With TXI, the overall contour of the lesion becomes clearer, and the central depressed component is more easily appreciated than on conventional white-light imaging.

3. NBI

On NBI, the lesion shows heterogeneous findings. The central depressed area demonstrates irregular surface and vascular features suggestive of JNET Type 2B, whereas JNET Type 2A findings are also present at the lesion margin.

4. NBI+TXI

On NBI-TXI, the depressed component and the heterogeneous surface architecture are more clearly visualized.

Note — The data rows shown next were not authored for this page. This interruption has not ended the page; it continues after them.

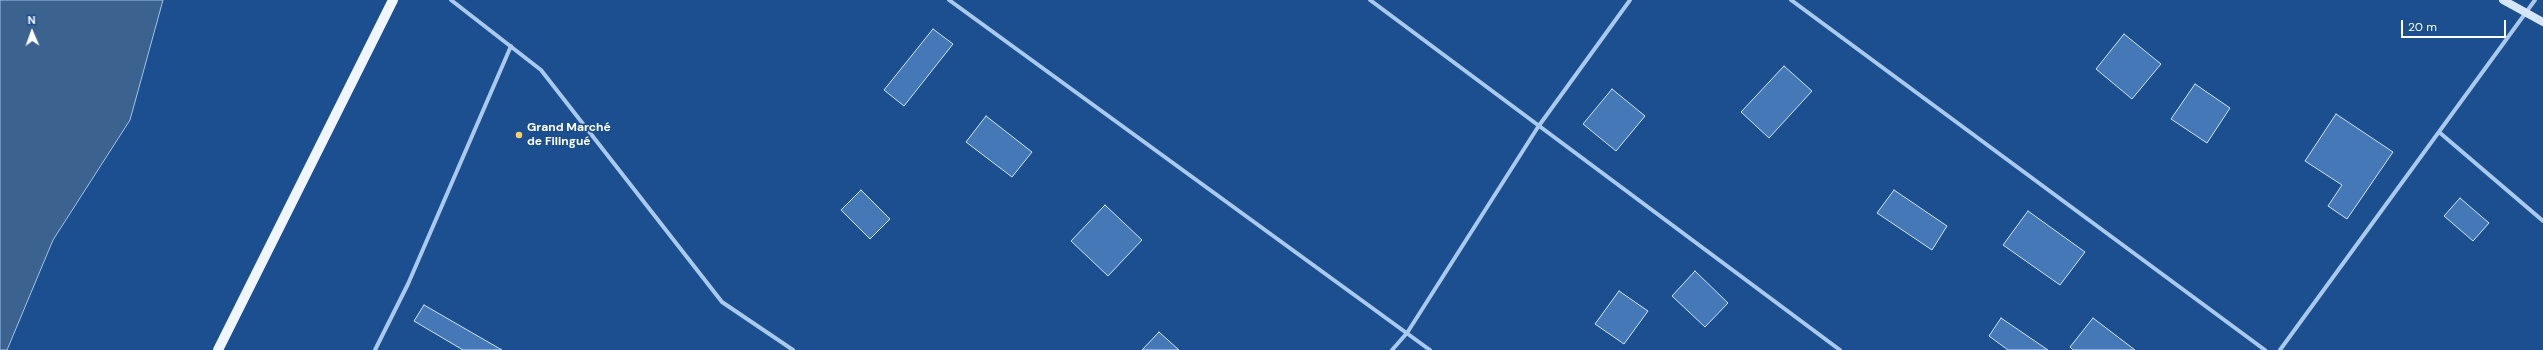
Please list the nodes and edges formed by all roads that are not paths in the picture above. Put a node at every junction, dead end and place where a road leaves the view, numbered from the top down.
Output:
1 (393, 0) edge
2 (451, 0) edge
3 (949, 0) edge
4 (1370, 0) edge
5 (1630, 0) edge
6 (1791, 0) edge
7 (2503, 0) edge
8 (2535, 0) edge
9 (2526, 13) junction
10 (2543, 22) edge
11 (511, 46) junction
12 (1538, 127) junction
13 (2439, 132) junction
14 (2543, 221) edge
15 (1407, 333) junction
16 (218, 350) edge
17 (375, 350) edge
18 (793, 350) edge
19 (1392, 350) edge
20 (1430, 350) edge
21 (1840, 350) edge
22 (2265, 350) edge
23 (2280, 350) edge

1 - 16 main road
2 - 11 street
3 - 15 street
4 - 12 street
5 - 12 street
6 - 22 street
7 - 9 street
8 - 9 street
9 - 10 street
9 - 13 street
11 - 17 street
11 - 18 street
12 - 15 street
12 - 21 street
13 - 14 street
13 - 23 street
15 - 19 street
15 - 20 street

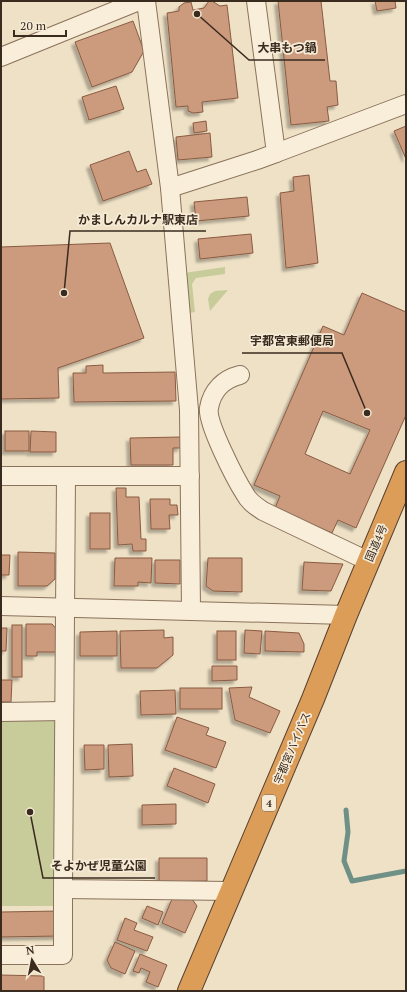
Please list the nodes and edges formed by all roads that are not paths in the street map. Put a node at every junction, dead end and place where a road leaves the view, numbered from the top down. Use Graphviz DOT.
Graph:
graph roads {
  1 [pos="139,1"];
  2 [pos="146,1"];
  3 [pos="256,1"];
  4 [pos="1,57"];
  5 [pos="406,104"];
  6 [pos="276,153"];
  7 [pos="170,188"];
  8 [pos="240,375"];
  9 [pos="406,472"];
  10 [pos="1,476"];
  11 [pos="66,476"];
  12 [pos="190,476"];
  13 [pos="368,561"];
  14 [pos="1,606"];
  15 [pos="65,608"];
  16 [pos="191,610"];
  17 [pos="346,615"];
  18 [pos="64,711"];
  19 [pos="1,712"];
  20 [pos="62,889"];
  21 [pos="231,891"];
  22 [pos="1,955"];
  23 [pos="189,991"];
  1 -- 4 [label="street"];
  2 -- 7 [label="street"];
  3 -- 6 [label="street"];
  5 -- 6 [label="street"];
  6 -- 7 [label="street"];
  7 -- 12 [label="street"];
  8 -- 13 [label="street"];
  9 -- 13 [label="highway, 国道4号 / 4"];
  10 -- 11 [label="street"];
  11 -- 12 [label="street"];
  11 -- 15 [label="street"];
  12 -- 16 [label="street"];
  13 -- 17 [label="highway, 国道4号 / 4"];
  14 -- 15 [label="street"];
  15 -- 16 [label="street"];
  15 -- 18 [label="street"];
  16 -- 17 [label="street"];
  17 -- 21 [label="highway, 宇都宮バイパス / 4"];
  18 -- 19 [label="street"];
  18 -- 20 [label="street"];
  20 -- 21 [label="street"];
  20 -- 22 [label="street"];
  21 -- 23 [label="highway, 宇都宮バイパス / 4"];
}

The contrast enhancement makes the difference between the central suspicious area and the peripheral adenomatous component easier to appreciate.

5. Zoom image NBI

Magnifying NBI demonstrates irregular vascular and surface findings in the central area.

6. NBI+TXI

Magnifying NBI-TXI more clearly demonstrates vascular caliber variation, irregular vessel course, and associated surface irregularity.

7. Chromoendoscopy

Indigo carmine chromoendoscopy clearly delineates the lesion margin and highlights the central depressed morphology.

8. Chromoendoscopy

Magnifying chromoendoscopy with crystal violet staining shows a type IV pit pattern in the peripheral area, while the central area demonstrates a Kudo type VI mildly irregular pit pattern with a focally severely irregular area measuring approximately 3 mm, suggesting SM1–2 invasion and supporting initial endoscopic treatment.

9. Pathological image

10. Pathological diagnosis

Pathological diagnosis: IIa+IIc, 10mm, Rectum (Rs) Adenocarcinoma (tub1) with TV adenoma pT1a (SM300μm), BD1(0), ly0, v0, pHM0, pVM0

11. Pathological image

Case Video

Overall Comment

This case demonstrates a 10-mm rectal lesion (Rs) of macroscopic type 0-IIa+IIc, showing a superficially elevated component with a central depressed area. On white-light imaging, the lesion appeared slightly elevated with an irregular surface, while TXI improved visualization of both the overall contour and the depressed component. Indigo carmine chromoendoscopy clearly delineated the lesion margin and confirmed the depressed morphology. On NBI, the central part of the lesion was optically diagnosed as JNET Type 2B, whereas JNET Type 2A findings were also present at the lesion margin, suggesting coexistence of adenomatous tissue. Magnifying chromoendoscopy demonstrated a mildly irregular Kudo type Vi pit pattern in the central area, along with an invasive pattern-positive area measuring approximately 3~5 mm in width, while a type IV pit pattern was observed at the margin, raising suspicion of coexisting tubulovillous adenoma. Based on these findings, PAEM (peranal endoscopic myectomy) was performed. Histopathological examination confirmed adenocarcinoma (tub1) with tubulovillous adenoma, pT1a (SM 300 μm), BD1, ly0, v0, pHM0, and pVM0. R0 resection was achieved, and the patient is currently under follow-up. This highly educational case illustrates that even a small lesion can contain both invasive carcinoma and adenomatous components, emphasizing the importance of combined assessment of macroscopic type, depressed morphology, JNET classification, pit pattern heterogeneity, and appropriate therapeutic decision-making.